In the records below, how many lines hold the word "German"? Give only the number.

BEGIN Records for the exercise

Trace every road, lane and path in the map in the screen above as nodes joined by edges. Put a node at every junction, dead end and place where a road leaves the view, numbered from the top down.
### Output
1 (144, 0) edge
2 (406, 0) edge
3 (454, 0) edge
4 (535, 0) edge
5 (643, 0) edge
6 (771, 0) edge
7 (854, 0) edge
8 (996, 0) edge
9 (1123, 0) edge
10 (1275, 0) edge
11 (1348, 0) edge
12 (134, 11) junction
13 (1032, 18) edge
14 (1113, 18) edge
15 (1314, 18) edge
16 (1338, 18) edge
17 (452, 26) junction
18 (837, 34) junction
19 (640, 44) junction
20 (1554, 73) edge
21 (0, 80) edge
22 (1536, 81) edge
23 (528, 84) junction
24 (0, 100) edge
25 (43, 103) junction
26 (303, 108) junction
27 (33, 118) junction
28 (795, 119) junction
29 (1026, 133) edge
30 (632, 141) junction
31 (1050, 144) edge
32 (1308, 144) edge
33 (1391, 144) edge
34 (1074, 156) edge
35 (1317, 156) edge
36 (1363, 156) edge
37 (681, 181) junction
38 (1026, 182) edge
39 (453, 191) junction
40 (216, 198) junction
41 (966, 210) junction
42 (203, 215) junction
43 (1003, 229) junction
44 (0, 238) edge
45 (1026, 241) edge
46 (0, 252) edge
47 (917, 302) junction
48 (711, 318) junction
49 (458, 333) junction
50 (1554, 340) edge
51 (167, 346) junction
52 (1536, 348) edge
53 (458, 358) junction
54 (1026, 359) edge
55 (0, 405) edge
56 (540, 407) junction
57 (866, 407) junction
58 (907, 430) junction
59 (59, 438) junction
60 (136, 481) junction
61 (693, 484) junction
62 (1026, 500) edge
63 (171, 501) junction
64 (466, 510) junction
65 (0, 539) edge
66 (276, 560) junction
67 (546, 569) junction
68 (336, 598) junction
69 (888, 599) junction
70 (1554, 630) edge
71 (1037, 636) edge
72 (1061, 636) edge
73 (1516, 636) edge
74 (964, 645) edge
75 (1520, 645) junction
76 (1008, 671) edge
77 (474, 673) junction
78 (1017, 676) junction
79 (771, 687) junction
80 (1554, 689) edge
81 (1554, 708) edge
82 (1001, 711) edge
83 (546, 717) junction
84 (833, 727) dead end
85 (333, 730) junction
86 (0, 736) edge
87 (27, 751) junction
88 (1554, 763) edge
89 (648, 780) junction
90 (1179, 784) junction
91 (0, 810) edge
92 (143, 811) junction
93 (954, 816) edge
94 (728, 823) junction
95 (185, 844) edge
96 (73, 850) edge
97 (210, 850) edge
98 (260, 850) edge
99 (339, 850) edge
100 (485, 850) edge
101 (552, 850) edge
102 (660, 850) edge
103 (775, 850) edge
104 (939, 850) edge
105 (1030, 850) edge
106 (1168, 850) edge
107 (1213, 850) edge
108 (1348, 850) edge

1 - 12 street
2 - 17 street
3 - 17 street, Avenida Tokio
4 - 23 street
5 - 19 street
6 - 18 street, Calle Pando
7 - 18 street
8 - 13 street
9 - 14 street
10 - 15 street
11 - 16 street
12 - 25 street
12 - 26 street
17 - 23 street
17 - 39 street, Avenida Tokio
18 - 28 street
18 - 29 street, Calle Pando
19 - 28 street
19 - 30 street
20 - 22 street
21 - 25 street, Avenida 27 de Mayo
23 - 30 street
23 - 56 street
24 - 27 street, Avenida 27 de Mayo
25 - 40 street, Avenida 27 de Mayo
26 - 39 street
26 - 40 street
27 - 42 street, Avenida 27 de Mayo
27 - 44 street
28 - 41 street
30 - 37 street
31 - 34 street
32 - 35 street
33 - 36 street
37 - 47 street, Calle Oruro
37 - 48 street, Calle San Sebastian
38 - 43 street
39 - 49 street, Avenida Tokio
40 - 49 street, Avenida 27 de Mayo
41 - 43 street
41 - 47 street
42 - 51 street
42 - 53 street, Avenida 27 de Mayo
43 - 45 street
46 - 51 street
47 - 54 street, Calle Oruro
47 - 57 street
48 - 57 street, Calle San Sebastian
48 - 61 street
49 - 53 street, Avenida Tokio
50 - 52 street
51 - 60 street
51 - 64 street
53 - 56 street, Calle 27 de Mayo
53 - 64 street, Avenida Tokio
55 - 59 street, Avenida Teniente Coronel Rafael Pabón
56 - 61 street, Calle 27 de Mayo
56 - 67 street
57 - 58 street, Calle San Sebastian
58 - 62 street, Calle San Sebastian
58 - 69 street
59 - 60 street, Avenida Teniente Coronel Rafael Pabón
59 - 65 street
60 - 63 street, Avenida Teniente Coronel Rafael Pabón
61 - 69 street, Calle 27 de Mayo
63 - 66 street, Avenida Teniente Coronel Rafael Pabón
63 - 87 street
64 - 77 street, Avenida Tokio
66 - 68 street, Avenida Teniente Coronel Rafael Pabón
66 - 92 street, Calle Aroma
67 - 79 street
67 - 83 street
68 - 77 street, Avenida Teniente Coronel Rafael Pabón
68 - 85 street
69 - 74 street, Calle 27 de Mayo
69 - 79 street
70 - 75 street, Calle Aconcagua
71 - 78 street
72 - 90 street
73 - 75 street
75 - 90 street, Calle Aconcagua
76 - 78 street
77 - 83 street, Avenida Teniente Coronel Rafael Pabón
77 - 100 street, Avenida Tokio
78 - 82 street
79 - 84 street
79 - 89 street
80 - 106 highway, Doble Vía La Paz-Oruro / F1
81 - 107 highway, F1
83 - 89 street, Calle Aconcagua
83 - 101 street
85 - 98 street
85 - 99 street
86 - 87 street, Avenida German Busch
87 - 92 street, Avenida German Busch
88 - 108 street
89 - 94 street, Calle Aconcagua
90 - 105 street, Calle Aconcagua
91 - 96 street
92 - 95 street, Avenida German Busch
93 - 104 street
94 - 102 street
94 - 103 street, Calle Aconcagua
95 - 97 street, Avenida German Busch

END Records for the exercise

**Output for this task**:
4